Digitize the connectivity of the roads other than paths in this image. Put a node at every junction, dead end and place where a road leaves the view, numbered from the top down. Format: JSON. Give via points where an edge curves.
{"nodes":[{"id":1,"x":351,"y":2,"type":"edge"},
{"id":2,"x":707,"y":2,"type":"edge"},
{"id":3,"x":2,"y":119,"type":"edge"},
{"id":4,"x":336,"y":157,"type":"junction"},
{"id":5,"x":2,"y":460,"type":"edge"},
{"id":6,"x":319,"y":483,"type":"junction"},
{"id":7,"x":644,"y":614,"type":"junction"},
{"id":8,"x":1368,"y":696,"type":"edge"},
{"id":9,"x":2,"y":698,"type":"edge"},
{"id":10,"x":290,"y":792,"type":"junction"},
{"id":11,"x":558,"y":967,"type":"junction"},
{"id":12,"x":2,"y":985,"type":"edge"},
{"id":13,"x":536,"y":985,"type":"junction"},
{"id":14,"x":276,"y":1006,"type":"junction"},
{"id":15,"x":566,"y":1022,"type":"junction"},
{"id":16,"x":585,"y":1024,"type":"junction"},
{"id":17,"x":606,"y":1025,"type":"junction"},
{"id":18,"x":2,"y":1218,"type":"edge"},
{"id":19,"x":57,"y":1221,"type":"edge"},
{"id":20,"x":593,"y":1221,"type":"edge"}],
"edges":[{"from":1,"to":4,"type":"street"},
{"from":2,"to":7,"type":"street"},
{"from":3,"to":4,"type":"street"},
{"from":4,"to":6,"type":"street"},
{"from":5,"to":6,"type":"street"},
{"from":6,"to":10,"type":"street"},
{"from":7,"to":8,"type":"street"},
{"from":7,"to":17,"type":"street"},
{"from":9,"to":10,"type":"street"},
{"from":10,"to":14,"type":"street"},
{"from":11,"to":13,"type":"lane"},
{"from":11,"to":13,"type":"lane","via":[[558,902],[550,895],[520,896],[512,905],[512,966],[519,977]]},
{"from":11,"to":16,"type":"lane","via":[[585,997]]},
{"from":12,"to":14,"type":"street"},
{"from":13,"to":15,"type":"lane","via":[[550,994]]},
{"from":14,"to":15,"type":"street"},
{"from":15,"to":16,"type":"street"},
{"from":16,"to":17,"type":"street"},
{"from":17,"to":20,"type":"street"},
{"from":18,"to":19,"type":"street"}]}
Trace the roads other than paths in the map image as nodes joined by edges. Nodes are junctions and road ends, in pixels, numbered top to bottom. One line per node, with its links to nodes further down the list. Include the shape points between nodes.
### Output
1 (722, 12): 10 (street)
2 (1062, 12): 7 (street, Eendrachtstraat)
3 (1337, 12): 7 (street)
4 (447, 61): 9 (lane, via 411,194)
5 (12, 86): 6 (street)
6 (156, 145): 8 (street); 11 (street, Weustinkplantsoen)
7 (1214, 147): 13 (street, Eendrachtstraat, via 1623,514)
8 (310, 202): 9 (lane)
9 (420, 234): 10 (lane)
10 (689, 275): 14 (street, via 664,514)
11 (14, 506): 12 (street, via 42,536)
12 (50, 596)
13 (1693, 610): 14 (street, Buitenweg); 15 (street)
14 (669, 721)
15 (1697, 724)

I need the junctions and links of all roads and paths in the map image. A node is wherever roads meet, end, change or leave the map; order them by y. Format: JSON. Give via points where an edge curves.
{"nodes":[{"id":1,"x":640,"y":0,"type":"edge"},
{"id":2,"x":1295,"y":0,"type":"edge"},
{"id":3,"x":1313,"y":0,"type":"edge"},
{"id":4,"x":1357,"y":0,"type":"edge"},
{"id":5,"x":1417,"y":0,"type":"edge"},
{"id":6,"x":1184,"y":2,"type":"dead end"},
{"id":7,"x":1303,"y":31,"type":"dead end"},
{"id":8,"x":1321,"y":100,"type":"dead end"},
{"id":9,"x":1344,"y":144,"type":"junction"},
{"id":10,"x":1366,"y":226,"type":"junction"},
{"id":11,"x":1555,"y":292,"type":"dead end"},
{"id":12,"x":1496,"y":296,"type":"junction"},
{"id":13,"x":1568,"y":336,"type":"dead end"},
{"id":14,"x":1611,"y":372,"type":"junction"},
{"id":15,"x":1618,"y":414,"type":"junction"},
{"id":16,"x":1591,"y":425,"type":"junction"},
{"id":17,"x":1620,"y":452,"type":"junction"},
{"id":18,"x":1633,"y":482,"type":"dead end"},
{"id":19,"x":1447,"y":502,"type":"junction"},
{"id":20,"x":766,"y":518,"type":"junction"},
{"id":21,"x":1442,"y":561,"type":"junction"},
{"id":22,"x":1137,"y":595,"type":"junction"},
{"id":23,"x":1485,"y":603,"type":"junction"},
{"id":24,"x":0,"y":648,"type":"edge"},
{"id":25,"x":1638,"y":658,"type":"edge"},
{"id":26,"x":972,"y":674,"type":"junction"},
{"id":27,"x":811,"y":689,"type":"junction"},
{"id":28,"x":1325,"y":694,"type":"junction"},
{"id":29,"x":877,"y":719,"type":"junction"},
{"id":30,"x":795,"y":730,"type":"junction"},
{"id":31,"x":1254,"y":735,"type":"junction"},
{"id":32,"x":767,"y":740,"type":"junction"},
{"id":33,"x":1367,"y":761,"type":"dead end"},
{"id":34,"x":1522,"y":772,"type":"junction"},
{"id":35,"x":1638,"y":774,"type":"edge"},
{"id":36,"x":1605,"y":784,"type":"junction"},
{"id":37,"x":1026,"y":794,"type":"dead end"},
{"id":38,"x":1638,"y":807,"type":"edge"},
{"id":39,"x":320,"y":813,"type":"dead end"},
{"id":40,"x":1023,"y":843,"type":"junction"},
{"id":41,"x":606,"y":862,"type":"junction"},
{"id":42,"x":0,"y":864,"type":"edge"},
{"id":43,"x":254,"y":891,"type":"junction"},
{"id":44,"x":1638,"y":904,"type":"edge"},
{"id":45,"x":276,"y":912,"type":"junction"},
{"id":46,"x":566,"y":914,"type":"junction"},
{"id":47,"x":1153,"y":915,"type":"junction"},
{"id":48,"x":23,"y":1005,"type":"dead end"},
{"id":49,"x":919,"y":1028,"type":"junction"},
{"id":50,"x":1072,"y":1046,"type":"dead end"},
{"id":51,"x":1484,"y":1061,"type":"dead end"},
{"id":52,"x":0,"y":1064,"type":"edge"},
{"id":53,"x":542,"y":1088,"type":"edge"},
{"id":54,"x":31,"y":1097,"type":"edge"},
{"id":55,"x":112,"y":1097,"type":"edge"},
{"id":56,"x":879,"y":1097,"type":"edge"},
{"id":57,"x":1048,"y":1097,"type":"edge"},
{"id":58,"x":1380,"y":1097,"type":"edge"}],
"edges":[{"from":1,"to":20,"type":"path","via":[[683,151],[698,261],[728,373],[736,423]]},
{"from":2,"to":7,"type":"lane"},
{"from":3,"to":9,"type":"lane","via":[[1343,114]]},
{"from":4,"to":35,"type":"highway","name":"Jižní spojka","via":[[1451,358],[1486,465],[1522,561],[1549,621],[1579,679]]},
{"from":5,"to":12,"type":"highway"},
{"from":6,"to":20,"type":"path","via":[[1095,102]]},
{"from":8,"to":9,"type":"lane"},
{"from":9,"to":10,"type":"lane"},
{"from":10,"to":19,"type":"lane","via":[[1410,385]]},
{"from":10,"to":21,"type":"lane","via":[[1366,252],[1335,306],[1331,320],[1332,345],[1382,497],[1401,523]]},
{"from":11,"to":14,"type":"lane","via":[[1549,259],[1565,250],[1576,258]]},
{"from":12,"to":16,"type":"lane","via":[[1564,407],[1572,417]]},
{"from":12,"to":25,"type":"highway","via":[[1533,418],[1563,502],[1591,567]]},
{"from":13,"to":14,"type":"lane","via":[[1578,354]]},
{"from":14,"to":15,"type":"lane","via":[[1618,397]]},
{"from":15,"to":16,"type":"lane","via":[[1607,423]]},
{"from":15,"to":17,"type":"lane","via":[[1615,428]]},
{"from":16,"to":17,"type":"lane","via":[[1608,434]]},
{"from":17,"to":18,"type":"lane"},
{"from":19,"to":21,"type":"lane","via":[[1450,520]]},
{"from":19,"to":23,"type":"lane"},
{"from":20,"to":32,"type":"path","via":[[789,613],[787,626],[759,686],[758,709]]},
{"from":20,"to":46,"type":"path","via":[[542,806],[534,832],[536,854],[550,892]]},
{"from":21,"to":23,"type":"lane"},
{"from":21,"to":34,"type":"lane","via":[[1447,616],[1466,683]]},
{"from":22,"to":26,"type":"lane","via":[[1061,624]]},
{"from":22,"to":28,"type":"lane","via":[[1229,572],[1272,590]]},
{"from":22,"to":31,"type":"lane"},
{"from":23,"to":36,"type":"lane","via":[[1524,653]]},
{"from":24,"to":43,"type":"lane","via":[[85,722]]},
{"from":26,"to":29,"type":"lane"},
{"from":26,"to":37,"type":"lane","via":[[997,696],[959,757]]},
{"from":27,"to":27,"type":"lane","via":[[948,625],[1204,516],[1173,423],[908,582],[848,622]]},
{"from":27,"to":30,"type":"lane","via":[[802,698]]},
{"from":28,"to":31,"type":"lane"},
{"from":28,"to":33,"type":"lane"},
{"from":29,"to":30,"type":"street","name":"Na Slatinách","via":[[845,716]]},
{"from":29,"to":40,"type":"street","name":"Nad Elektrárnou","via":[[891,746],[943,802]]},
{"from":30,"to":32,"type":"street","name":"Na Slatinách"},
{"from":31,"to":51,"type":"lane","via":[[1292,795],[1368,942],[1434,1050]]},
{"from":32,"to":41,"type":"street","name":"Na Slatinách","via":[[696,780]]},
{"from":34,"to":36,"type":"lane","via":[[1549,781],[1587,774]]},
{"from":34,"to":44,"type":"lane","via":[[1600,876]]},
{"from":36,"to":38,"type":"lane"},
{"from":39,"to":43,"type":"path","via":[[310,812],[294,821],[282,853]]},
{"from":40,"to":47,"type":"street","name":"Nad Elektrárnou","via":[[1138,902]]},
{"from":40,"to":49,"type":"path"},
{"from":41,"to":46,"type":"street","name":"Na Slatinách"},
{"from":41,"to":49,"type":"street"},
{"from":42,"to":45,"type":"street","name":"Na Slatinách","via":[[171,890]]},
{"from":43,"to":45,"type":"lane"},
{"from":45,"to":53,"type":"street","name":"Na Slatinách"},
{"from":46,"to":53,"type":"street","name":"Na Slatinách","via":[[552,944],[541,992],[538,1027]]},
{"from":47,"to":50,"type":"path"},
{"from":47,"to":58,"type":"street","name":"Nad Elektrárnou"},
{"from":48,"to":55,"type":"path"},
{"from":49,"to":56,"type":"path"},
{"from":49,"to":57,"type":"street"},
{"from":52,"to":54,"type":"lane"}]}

※

Across all the entries above, how many lines hold the word "than"? Answer with the number only.

§ **Written reply**:
2